Scroll ke bawah untuk melanjutkan membaca
“Penyerangan tersebut merupakan tindakan yang dilakukan secara terstruktur dan sistematis untuk membungkam suara kritis para pembela HAM di Indonesia,” ujar Ketua Badan Eksekutif Mahasiswa UI Yatalathof Ma’shum Imawan usai menyampaikan pernyataan sikap bersama aliansi BEM se-UI di Tugu Makara UI pada Ahad, 15 Maret 2026.
Sebelum kejadian, kata dia, Andrie Yunus juga sempat beberapa kali menerima intimidasi dari beberapa pihak tidak dikenal dalam bentuk ancaman dan teror. Peristiwa penyiraman air keras kepada Andrie Yunus telah menjadi bukti bahwasanya kebebasan ruang sipil di Indonesia sedang terancam.

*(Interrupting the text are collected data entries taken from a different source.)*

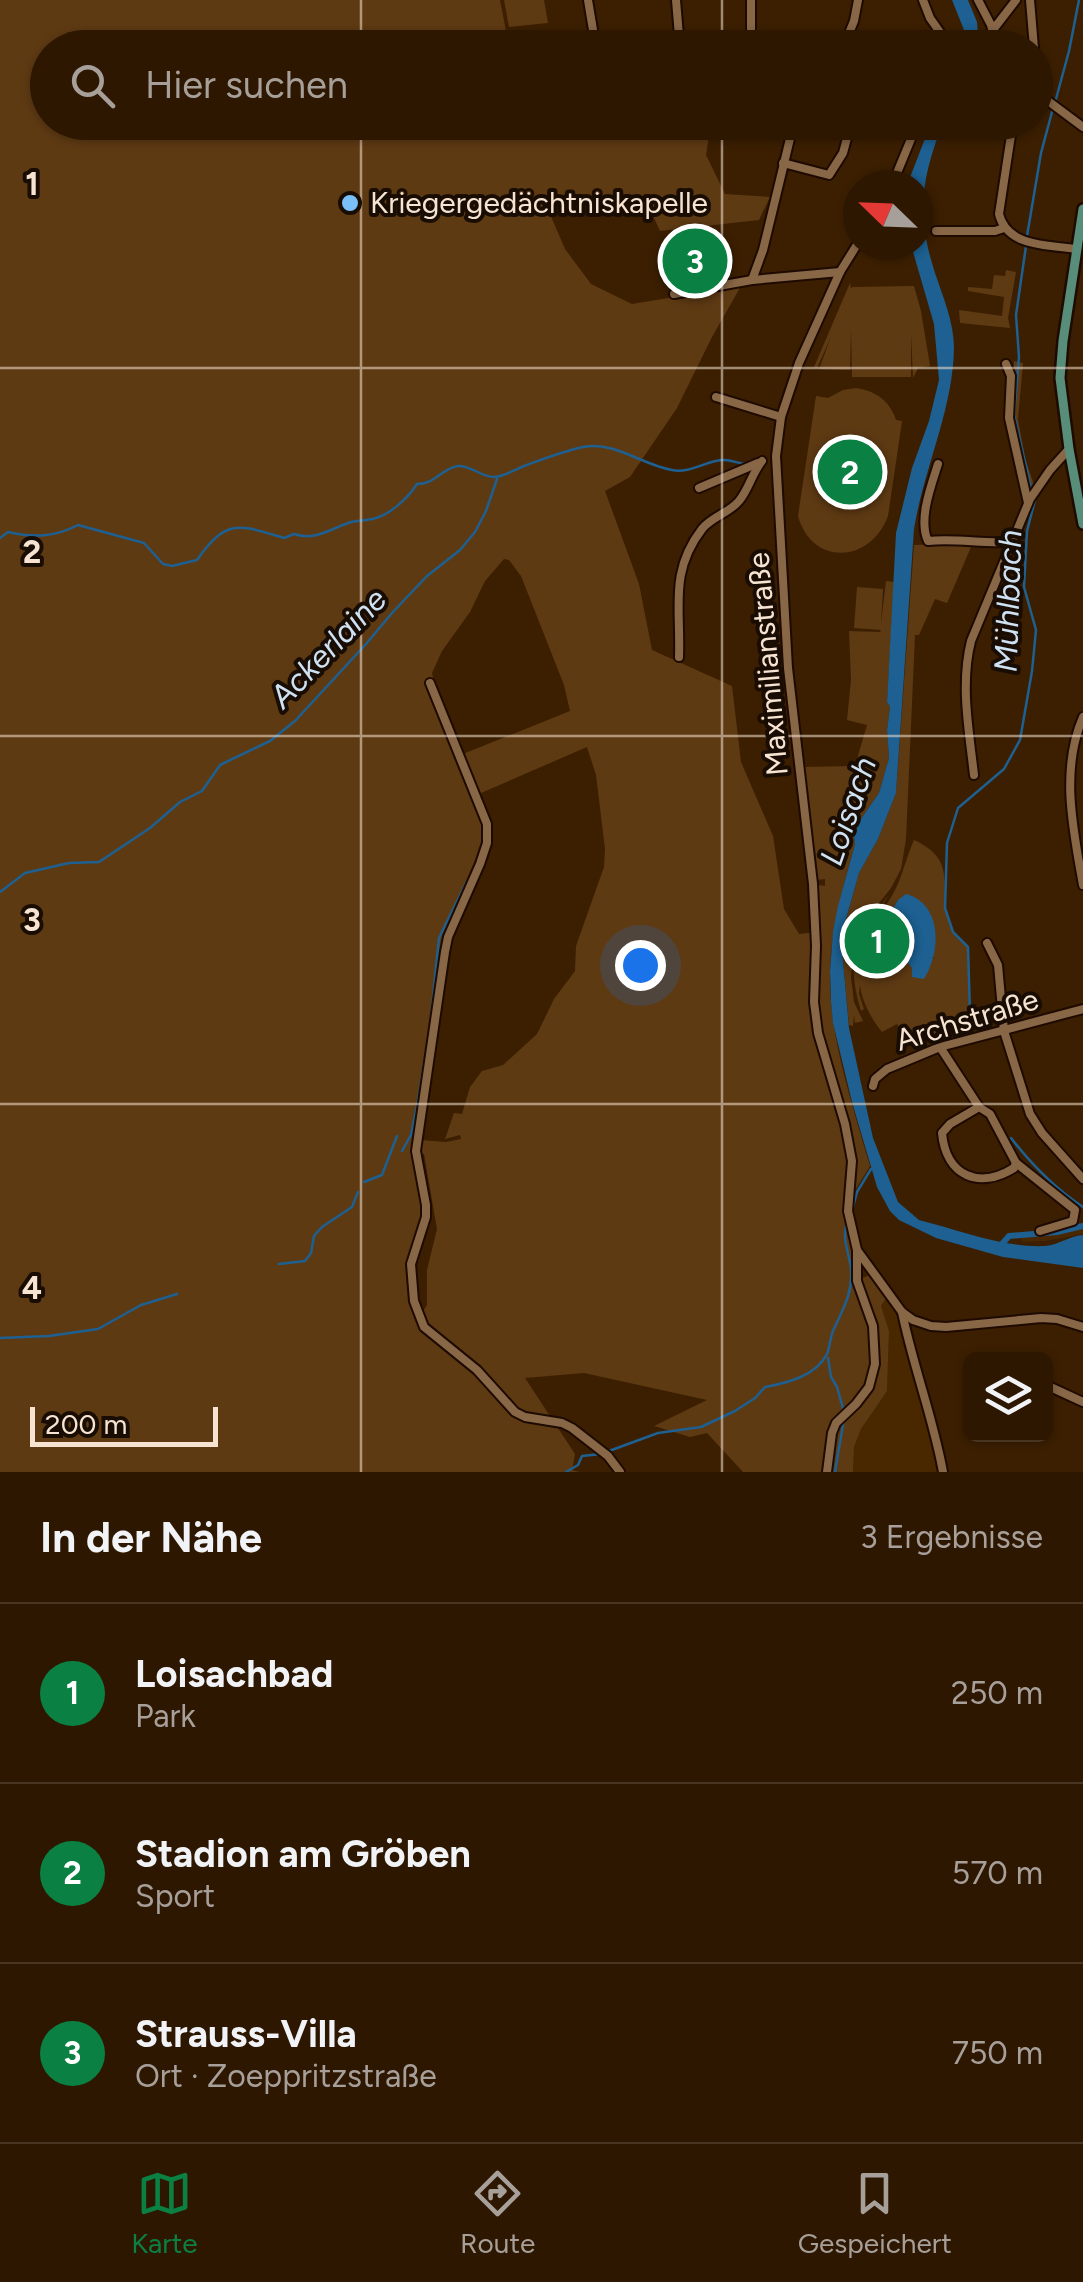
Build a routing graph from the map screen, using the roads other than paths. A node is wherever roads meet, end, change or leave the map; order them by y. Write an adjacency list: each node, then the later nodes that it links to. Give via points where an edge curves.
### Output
1 (588, 0): 9 (street)
2 (676, 0): 10 (street)
3 (751, 0): 11 (street)
4 (858, 0): 12 (street)
5 (923, 0): 13 (street)
6 (978, 0): 14 (street)
7 (1016, 0): 15 (street)
8 (1030, 0): 16 (street)
9 (593, 30)
10 (678, 30)
11 (751, 30)
12 (851, 30)
13 (939, 30)
14 (992, 30)
15 (993, 30)
16 (1032, 30)
17 (1053, 105): 18 (street)
18 (1083, 127)
19 (790, 140): 23 (street)
20 (846, 140): 23 (street, via 829,175)
21 (911, 140): 24 (street)
22 (1010, 140): 27 (street, via 999,214)
23 (784, 163): 32 (street)
24 (898, 170)
25 (1083, 209): 26 (main road)
26 (1082, 223): 29 (main road)
27 (1004, 228): 28 (street); 29 (street, via 1026,241)
28 (936, 231)
29 (1077, 249): 37 (main road, via 1060,363)
30 (847, 260): 31 (street, Maximilianstraße)
31 (840, 272): 32 (street); 36 (street, Maximilianstraße)
32 (752, 280): 33 (street)
33 (674, 294)
34 (1006, 364): 43 (street, via 1012,376 1009,418)
35 (716, 397): 36 (street)
36 (781, 417): 38 (street, Maximilianstraße)
37 (1069, 449): 42 (main road); 43 (street)
38 (776, 456): 39 (street); 62 (street, Maximilianstraße, via 788,668 814,908 814,1002 852,1161 848,1211)
39 (762, 461): 41 (street); 46 (street, via 737,503 700,531 681,566)
40 (938, 464): 45 (street, via 928,499 928,541)
41 (698, 488)
42 (1080, 493): 44 (main road)
43 (1029, 501): 45 (street)
44 (1083, 524)
45 (1010, 542): 49 (street, via 966,663)
46 (679, 657)
47 (430, 683): 69 (street, via 478,796 487,843 448,936 416,1152 426,1217 413,1252 414,1300 424,1327 515,1412 562,1423)
48 (1083, 717): 50 (street, via 1069,774)
49 (974, 776)
50 (1083, 885)
51 (988, 943): 53 (street, via 998,964)
52 (1083, 1009): 53 (street, Archstraße)
53 (1004, 1031): 54 (street, Archstraße); 60 (street, via 1030,1114)
54 (940, 1047): 55 (street, Archstraße, via 887,1068); 56 (street)
55 (873, 1086)
56 (979, 1107): 57 (street, via 990,1114); 58 (street, via 945,1129 944,1148 974,1179)
57 (1016, 1163): 58 (street); 59 (street)
58 (1010, 1172): 59 (street)
59 (1032, 1175): 61 (street, via 1076,1210 1074,1221)
60 (1083, 1179)
61 (1040, 1231)
62 (857, 1250): 63 (street); 64 (street)
63 (872, 1274): 64 (street); 65 (street)
64 (857, 1281): 70 (street, via 873,1326 875,1364 869,1387 832,1433)
65 (902, 1312): 66 (street, via 931,1326 1041,1318); 71 (street)
66 (1083, 1327)
67 (1053, 1388): 68 (street)
68 (1083, 1402)
69 (620, 1472)
70 (827, 1472)
71 (943, 1472)

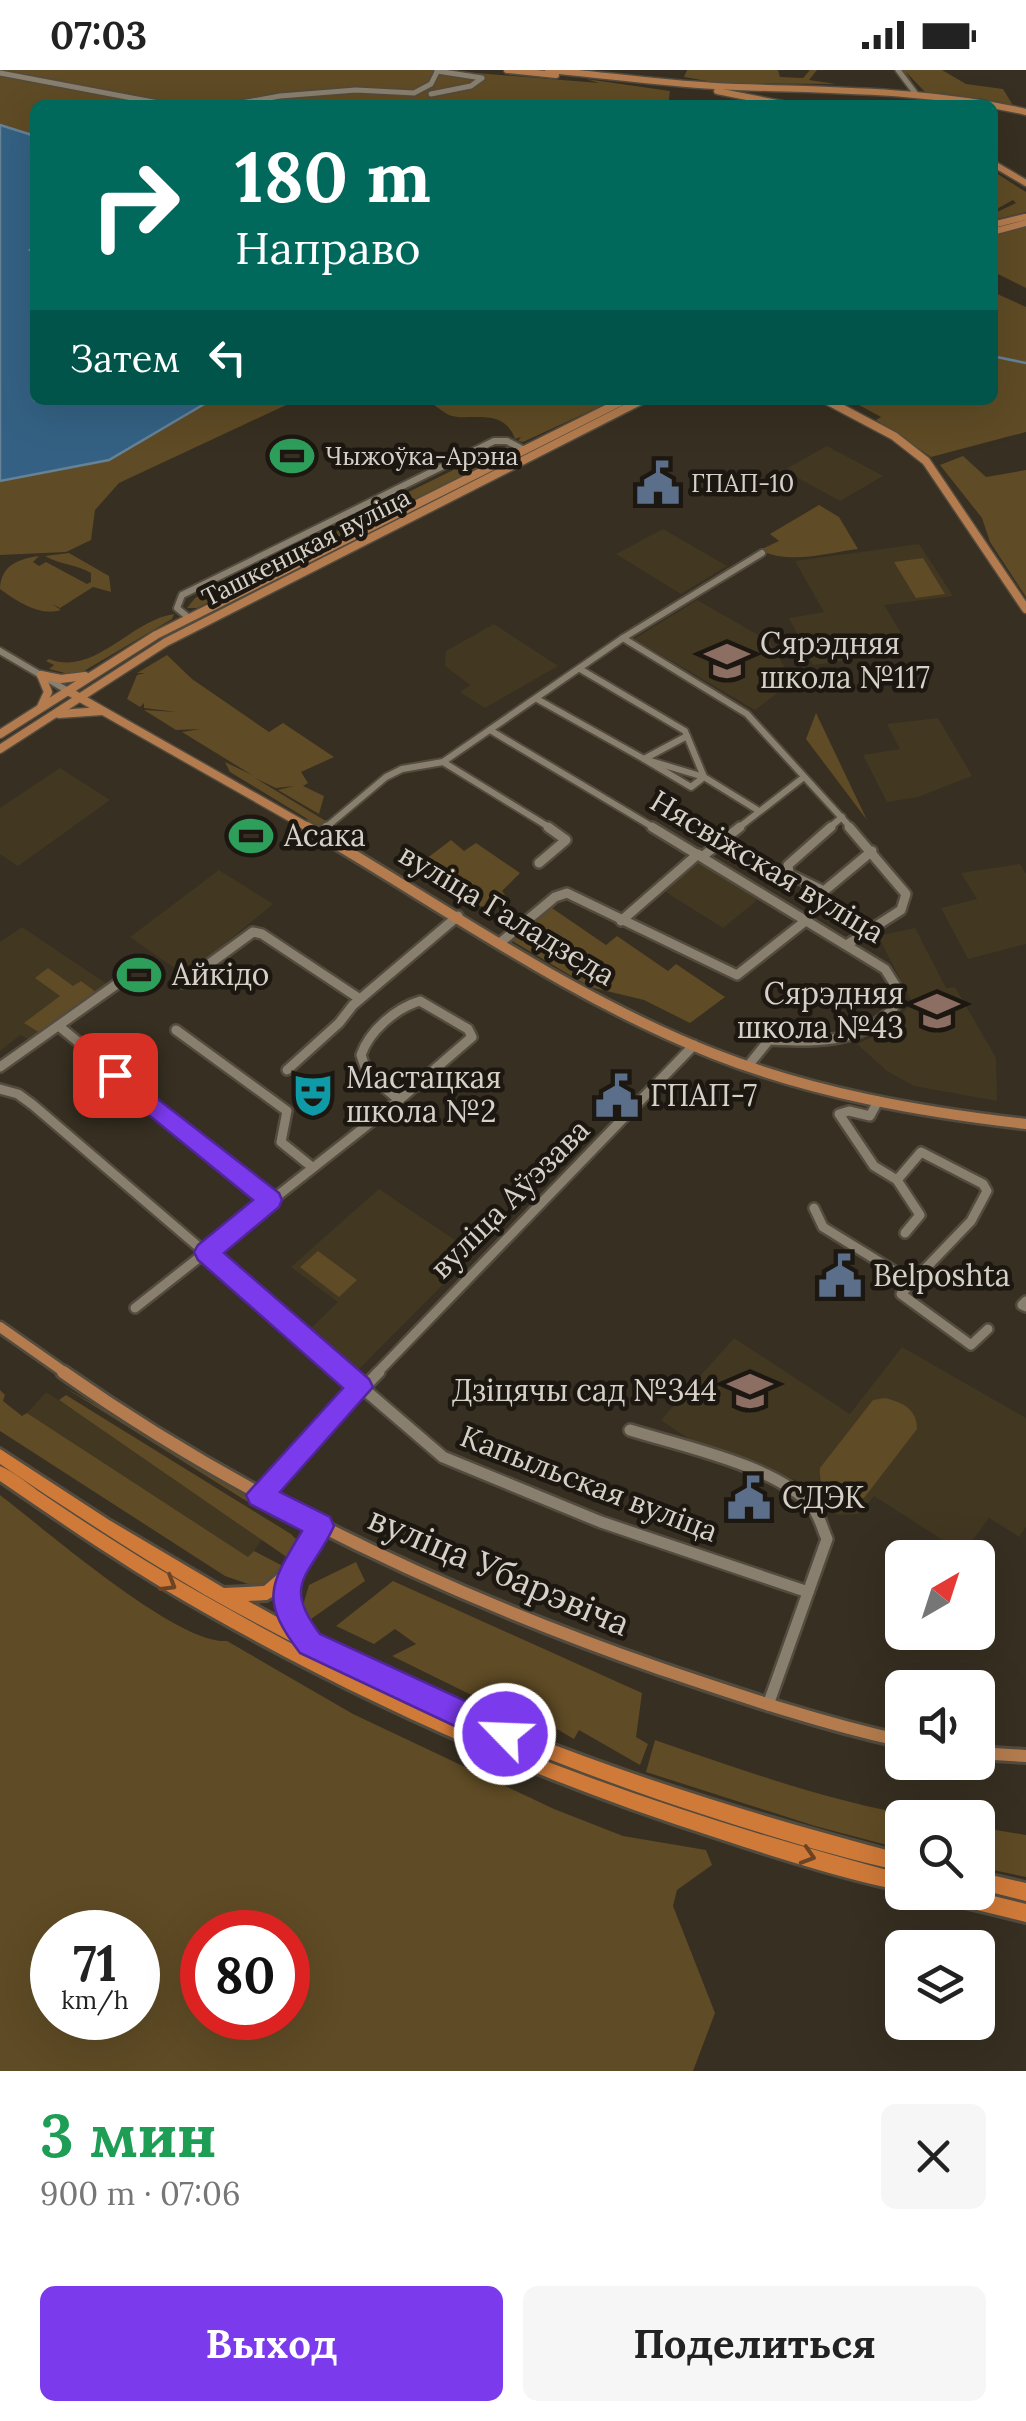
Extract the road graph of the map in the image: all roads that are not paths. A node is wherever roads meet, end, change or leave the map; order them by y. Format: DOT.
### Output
graph roads {
  1 [pos="507,70"];
  2 [pos="548,70"];
  3 [pos="896,70"];
  4 [pos="438,71"];
  5 [pos="0,73"];
  6 [pos="653,82"];
  7 [pos="696,86"];
  8 [pos="910,92"];
  9 [pos="432,94"];
  10 [pos="939,96"];
  11 [pos="143,100"];
  12 [pos="258,100"];
  13 [pos="763,100"];
  14 [pos="919,100"];
  15 [pos="927,100"];
  16 [pos="981,100"];
  17 [pos="998,105"];
  18 [pos="1026,112"];
  19 [pos="998,164"];
  20 [pos="1026,181"];
  21 [pos="1026,220"];
  22 [pos="998,223"];
  23 [pos="998,230"];
  24 [pos="615,405"];
  25 [pos="631,405"];
  26 [pos="835,405"];
  27 [pos="528,452"];
  28 [pos="762,553"];
  29 [pos="1026,609"];
  30 [pos="189,618"];
  31 [pos="198,624"];
  32 [pos="622,638"];
  33 [pos="0,651"];
  34 [pos="580,669"];
  35 [pos="97,672"];
  36 [pos="41,675"];
  37 [pos="106,679"];
  38 [pos="68,690"];
  39 [pos="80,697"];
  40 [pos="537,698"];
  41 [pos="40,708"];
  42 [pos="103,712"];
  43 [pos="46,719"];
  44 [pos="490,730"];
  45 [pos="0,734"];
  46 [pos="689,735"];
  47 [pos="0,749"];
  48 [pos="644,759"];
  49 [pos="443,762"];
  50 [pos="804,777"];
  51 [pos="704,778"];
  52 [pos="759,811"];
  53 [pos="842,817"];
  54 [pos="319,834"];
  55 [pos="872,851"];
  56 [pos="700,855"];
  57 [pos="539,863"];
  58 [pos="458,916"];
  59 [pos="808,920"];
  60 [pos="621,921"];
  61 [pos="501,942"];
  62 [pos="848,944"];
  63 [pos="117,984"];
  64 [pos="183,984"];
  65 [pos="360,999"];
  66 [pos="60,1027"];
  67 [pos="176,1030"];
  68 [pos="694,1045"];
  69 [pos="748,1066"];
  70 [pos="0,1068"];
  71 [pos="287,1070"];
  72 [pos="0,1089"];
  73 [pos="399,1100"];
  74 [pos="877,1105"];
  75 [pos="1026,1124"];
  76 [pos="312,1167"];
  77 [pos="898,1180"];
  78 [pos="270,1200"];
  79 [pos="814,1208"];
  80 [pos="905,1233"];
  81 [pos="206,1252"];
  82 [pos="912,1282"];
  83 [pos="135,1308"];
  84 [pos="0,1327"];
  85 [pos="988,1329"];
  86 [pos="360,1387"];
  87 [pos="630,1430"];
  88 [pos="0,1456"];
  89 [pos="0,1472"];
  90 [pos="260,1495"];
  91 [pos="320,1526"];
  92 [pos="294,1569"];
  93 [pos="808,1592"];
  94 [pos="217,1593"];
  95 [pos="310,1644"];
  96 [pos="768,1705"];
  97 [pos="885,1736"];
  98 [pos="995,1754"];
  99 [pos="1026,1756"];
  100 [pos="683,1809"];
  101 [pos="885,1859"];
  102 [pos="885,1878"];
  103 [pos="995,1885"];
  104 [pos="1026,1892"];
  105 [pos="995,1906"];
  106 [pos="1026,1914"];
  1 -- 6 [label="main road"];
  2 -- 6 [label="main road"];
  3 -- 8 [label="street"];
  3 -- 8 [label="street"];
  4 -- 9 [label="street"];
  4 -- 12 [label="street"];
  5 -- 11 [label="street"];
  6 -- 7 [label="main road"];
  7 -- 8 [label="main road"];
  7 -- 13 [label="main road"];
  8 -- 10 [label="main road"];
  8 -- 14 [label="main road"];
  10 -- 15 [label="main road"];
  10 -- 16 [label="main road"];
  17 -- 18 [label="main road"];
  19 -- 20 [label="main road"];
  21 -- 22 [label="main road"];
  21 -- 23 [label="main road"];
  24 -- 27 [label="main road, Ташкенцкая вуліца"];
  25 -- 27 [label="main road, Ташкенцкая вуліца"];
  26 -- 29 [label="main road"];
  27 -- 30 [label="main road, Ташкенцкая вуліца"];
  27 -- 30 [label="street"];
  27 -- 31 [label="main road, Ташкенцкая вуліца"];
  28 -- 32 [label="street"];
  30 -- 31 [label="main road"];
  30 -- 35 [label="main road, Ташкенцкая вуліца"];
  31 -- 37 [label="main road, Ташкенцкая вуліца"];
  32 -- 34 [label="street"];
  32 -- 50 [label="street"];
  33 -- 36 [label="street, вуліца Галадзеда"];
  34 -- 40 [label="street"];
  34 -- 46 [label="street"];
  35 -- 36 [label="main road"];
  35 -- 38 [label="main road, Ташкенцкая вуліца"];
  36 -- 38 [label="street, вуліца Галадзеда"];
  36 -- 41 [label="main road"];
  37 -- 39 [label="main road, Ташкенцкая вуліца"];
  37 -- 42 [label="main road"];
  38 -- 39 [label="main road, вуліца Галадзеда"];
  38 -- 41 [label="main road, Ташкенцкая вуліца"];
  39 -- 42 [label="main road, вуліца Галадзеда"];
  39 -- 43 [label="main road, Ташкенцкая вуліца"];
  40 -- 44 [label="street"];
  40 -- 48 [label="street"];
  41 -- 45 [label="main road, Ташкенцкая вуліца"];
  42 -- 43 [label="main road"];
  42 -- 54 [label="main road, вуліца Галадзеда"];
  43 -- 47 [label="main road, Ташкенцкая вуліца"];
  44 -- 49 [label="street"];
  44 -- 56 [label="street, Нясвіжская вуліца"];
  46 -- 48 [label="street"];
  46 -- 51 [label="street"];
  48 -- 51 [label="street"];
  49 -- 54 [label="street"];
  49 -- 57 [label="street"];
  50 -- 52 [label="street"];
  50 -- 53 [label="street"];
  51 -- 52 [label="street"];
  52 -- 56 [label="street"];
  53 -- 55 [label="street"];
  53 -- 55 [label="street"];
  54 -- 58 [label="main road, вуліца Галадзеда"];
  55 -- 62 [label="street"];
  56 -- 59 [label="street, Нясвіжская вуліца"];
  56 -- 60 [label="street"];
  58 -- 61 [label="main road, вуліца Галадзеда"];
  58 -- 65 [label="street"];
  59 -- 60 [label="street"];
  59 -- 62 [label="street, Нясвіжская вуліца"];
  60 -- 61 [label="street"];
  61 -- 68 [label="main road, вуліца Галадзеда"];
  62 -- 69 [label="street, Нясвіжская вуліца"];
  63 -- 66 [label="street"];
  64 -- 65 [label="street"];
  65 -- 71 [label="street"];
  66 -- 70 [label="street"];
  66 -- 78 [label="street"];
  67 -- 76 [label="street"];
  68 -- 69 [label="main road, вуліца Галадзеда"];
  68 -- 86 [label="street, вуліца Аўэзава"];
  69 -- 74 [label="main road, вуліца Галадзеда"];
  72 -- 81 [label="street, Капыльская вуліца"];
  73 -- 73 [label="street"];
  73 -- 76 [label="street"];
  74 -- 75 [label="main road, вуліца Галадзеда"];
  74 -- 77 [label="street"];
  76 -- 78 [label="street"];
  77 -- 80 [label="street"];
  77 -- 82 [label="street"];
  78 -- 81 [label="street"];
  79 -- 82 [label="street"];
  81 -- 83 [label="street"];
  81 -- 86 [label="street, Капыльская вуліца"];
  82 -- 85 [label="street"];
  84 -- 90 [label="main road, вуліца Убарэвіча"];
  86 -- 90 [label="street, вуліца Аўэзава"];
  86 -- 93 [label="street, Капыльская вуліца"];
  87 -- 93 [label="street"];
  88 -- 94 [label="highway"];
  89 -- 100 [label="highway, one-way"];
  90 -- 91 [label="main road, вуліца Убарэвіча"];
  91 -- 92 [label="highway"];
  91 -- 96 [label="main road, вуліца Убарэвіча"];
  92 -- 94 [label="highway"];
  92 -- 95 [label="highway"];
  93 -- 96 [label="street"];
  94 -- 95 [label="highway"];
  95 -- 100 [label="highway"];
  96 -- 97 [label="main road, вуліца Убарэвіча"];
  98 -- 99 [label="main road"];
  100 -- 101 [label="highway"];
  100 -- 102 [label="highway, one-way"];
  103 -- 104 [label="highway"];
  105 -- 106 [label="highway"];
}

Melihat kondisi tersebut, kata dia, seharusnya negara hadir melindungi dan menjamin hak para pejuang HAM yang rentan terhadap ancaman, teror, kekerasan, hingga pembunuhan dalam ruang sipil.
“Hari ini mungkin Andrie, besok watak otoritarianisme negara ini dapat memakan nyawa siapa pun yang lantang bersuara. Namun, kami tidak akan tunduk pada penindasan,” tegas Athof.
Andrie Yunus disiram air keras saat berada di Jalan Salemba I-Talang, Jakarta Pusat pada Kamis malam, 12 Maret 2026. Andrie disiram larutan berbahaya oleh dua orang tak dikenal yang mengendarai sepeda motor.
Pelaku penyiraman air keras datang dari arah berlawanan dengan Andrie. Koordinator KontraS Dimas Bagus Arya mengatakan pelaku menyiram air keras ke bagian depan tubuh Andrie.
Cairan kimia yang bersifat korosif itu mengenai tubuh bagian kanan Andrie seperti mata, wajah, dada, dan tangan. Sebagian baju korban juga meleleh imbas terkena air keras.
Berdasarkan catatan medis, Andrie mengalami luka bakar sebanyak 24 persen di tubuhnya. Andrie Yunus juga menjalani operasi bedah mata imbas terkena cipratan cairan yang mengandung korosif tersebut.